CEMBRA. La storia che raccontiamo oggi viene dalla valle del Müller Thurgau, un vino che particolarmente grazie ai viticoltori cembrani e alle loro cantine è diventato famoso in tutto il mondo.

Ebbene, nel capoluogo della valle sono cresciute delle realtà nel comparto vitivinicolo che sono veramente interessanti dando anche lavoro e quel che più conta, prospettive di reddito a diverse giovani famiglie.

È questo il caso anche dei fratelli Pelz, che dal papà Giovanni e dalla mamma Fernanda (per mezzo secolo punto di riferimento del gruppo “Donne Rurali”) hanno ereditato la passione per la viticoltura, ma dall’enologo della Cantina Sociale, anche la voglia di mettersi in proprio provando a valorizzare meglio la loro produzione.

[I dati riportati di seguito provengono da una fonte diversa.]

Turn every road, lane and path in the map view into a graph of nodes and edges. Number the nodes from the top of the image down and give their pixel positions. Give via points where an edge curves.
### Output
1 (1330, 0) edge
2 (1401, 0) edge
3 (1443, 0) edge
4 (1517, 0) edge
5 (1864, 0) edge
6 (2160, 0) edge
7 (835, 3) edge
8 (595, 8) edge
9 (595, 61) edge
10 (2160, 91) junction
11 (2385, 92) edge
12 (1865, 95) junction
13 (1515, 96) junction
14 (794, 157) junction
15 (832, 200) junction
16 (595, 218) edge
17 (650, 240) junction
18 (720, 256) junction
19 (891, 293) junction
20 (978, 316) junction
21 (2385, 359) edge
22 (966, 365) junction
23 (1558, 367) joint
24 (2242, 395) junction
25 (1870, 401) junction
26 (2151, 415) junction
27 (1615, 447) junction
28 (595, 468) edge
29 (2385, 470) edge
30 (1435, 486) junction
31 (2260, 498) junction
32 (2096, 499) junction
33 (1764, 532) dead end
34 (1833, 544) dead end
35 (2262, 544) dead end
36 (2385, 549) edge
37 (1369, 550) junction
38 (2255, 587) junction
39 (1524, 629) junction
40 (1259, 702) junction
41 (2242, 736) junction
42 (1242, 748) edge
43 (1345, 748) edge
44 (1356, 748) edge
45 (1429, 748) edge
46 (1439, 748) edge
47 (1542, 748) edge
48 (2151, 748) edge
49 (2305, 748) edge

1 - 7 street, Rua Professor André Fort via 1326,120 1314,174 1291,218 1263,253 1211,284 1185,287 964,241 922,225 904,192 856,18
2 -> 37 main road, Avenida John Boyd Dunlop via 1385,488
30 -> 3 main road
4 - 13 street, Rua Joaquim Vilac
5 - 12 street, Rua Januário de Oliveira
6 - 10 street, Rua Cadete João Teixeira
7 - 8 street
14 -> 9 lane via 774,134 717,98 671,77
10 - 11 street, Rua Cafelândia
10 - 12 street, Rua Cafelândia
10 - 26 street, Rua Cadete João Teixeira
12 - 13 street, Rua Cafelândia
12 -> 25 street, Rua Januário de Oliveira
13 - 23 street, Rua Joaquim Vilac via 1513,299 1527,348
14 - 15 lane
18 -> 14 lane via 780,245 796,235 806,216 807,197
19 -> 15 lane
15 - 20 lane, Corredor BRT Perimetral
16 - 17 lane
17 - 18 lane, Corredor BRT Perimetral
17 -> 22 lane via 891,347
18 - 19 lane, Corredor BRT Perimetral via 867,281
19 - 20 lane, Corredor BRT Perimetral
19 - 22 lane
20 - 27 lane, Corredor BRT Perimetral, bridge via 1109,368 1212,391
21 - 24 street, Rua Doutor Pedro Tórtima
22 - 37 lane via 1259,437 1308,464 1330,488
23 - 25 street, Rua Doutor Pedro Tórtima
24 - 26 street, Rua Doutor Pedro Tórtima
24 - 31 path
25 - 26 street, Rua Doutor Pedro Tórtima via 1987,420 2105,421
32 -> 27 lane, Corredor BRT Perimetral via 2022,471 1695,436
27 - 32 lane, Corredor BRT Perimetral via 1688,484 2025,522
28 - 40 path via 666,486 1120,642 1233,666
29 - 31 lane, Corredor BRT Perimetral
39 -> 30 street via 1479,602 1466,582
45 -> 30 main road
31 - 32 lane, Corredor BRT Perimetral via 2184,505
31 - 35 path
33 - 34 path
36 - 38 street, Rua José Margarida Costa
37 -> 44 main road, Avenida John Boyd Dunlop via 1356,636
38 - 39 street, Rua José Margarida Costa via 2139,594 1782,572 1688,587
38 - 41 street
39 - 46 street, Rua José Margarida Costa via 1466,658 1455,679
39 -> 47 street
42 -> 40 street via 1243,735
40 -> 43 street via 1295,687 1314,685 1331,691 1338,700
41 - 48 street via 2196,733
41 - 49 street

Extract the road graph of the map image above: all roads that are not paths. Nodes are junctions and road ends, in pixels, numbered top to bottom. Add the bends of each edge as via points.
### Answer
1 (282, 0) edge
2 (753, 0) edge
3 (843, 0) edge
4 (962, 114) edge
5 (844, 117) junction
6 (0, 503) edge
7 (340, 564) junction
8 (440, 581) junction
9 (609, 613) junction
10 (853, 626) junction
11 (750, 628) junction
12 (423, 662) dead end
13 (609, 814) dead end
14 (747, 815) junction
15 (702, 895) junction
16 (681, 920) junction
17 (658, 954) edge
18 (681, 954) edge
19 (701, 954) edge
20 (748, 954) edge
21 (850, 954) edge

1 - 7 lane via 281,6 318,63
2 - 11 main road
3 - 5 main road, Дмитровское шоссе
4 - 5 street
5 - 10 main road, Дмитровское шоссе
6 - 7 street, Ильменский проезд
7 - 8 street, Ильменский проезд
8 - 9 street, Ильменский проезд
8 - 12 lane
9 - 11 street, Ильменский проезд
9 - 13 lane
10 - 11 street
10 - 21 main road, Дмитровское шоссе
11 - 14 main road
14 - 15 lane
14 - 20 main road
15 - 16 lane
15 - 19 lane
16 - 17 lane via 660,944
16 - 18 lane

Sono i fratelli Diego, Michele e Franco, che allo studio sui libri hanno preferito il lavoro della terra. Hanno così lasciato la Cantina sociale e si sono costruiti una cantina propria, di 1000 metri quadrati, tutta sottoterra su due piani, un vero gioiello. Ma nel contempo hanno rinnovato i vigneti, nove ettari, tutti in proprietà, mettendo a dimora solo varietà elette, il Müller Thurgau e lo Chardonnay rappresentano da soli il 60% della produzione, il Pinot Nero, il Lagrain, il Risling, il Kerner, il Rieslig Renano e la Schiava rappresentano il resto 40% della produzione. La conservazione e l’affinamento avvengono in serbatoio di acciaio e in barrique. 

Al fine di valorizzare al massimo la qualità ogni varietà è stata messa a dimora nell’appezzamento più vocato, così il Müller Thurgau viene dalle vigne di Valfraja e Valmorta, il Pinot Nero viene dalla Vigna Mosinaga, il Kerner dalla vigna Valfraja; un passito veramente eccezionale, il 10 vendemmie, viene dalla località Fontana, come il Rieslig Renano. Per concludere con la Schiava ottenuta nella Vigna Valvalè. Anche la Schiava, in passato conosciuta come vinello con basse produzioni e coltivazione adeguata è un signor vino.

L’organizzazione aziendale  

In tutto al lavoro c’è una squadra di 5 persone: i 3 fratelli, il papà e la mamma sono impegnati a tempo pieno, le mogli invece lavorano fuori azienda. L’azienda dispone di nove ettari di vigneti e di un ettaro di mele. Inoltre i fratelli svolgono attività di coltivazione di altri dieci ettari di vigneti sopra Cognola, di due soci della Cantina di Trento. Un lavoro che svolgono da quasi vent’anni con comune soddisfazione.

Come detto agli inizi degli anni Duemila hanno iniziato la costruzione della cantina propria introducendo un criterio di produzione che punta decisamente sulla qualità riducendo drasticamente la produzione ettaro. Si va dai 40 quintali/ettaro di uva del Pinot Nero e Traminer, per arrivare al massimo di 100 quintali per lo Chardonnay e il Muller Thurgau. Nella loro attività di vinificazione sono assistiti fin dall’inizio da un enologo, che lasciata la Cantina Sociale, si è messo in proprio.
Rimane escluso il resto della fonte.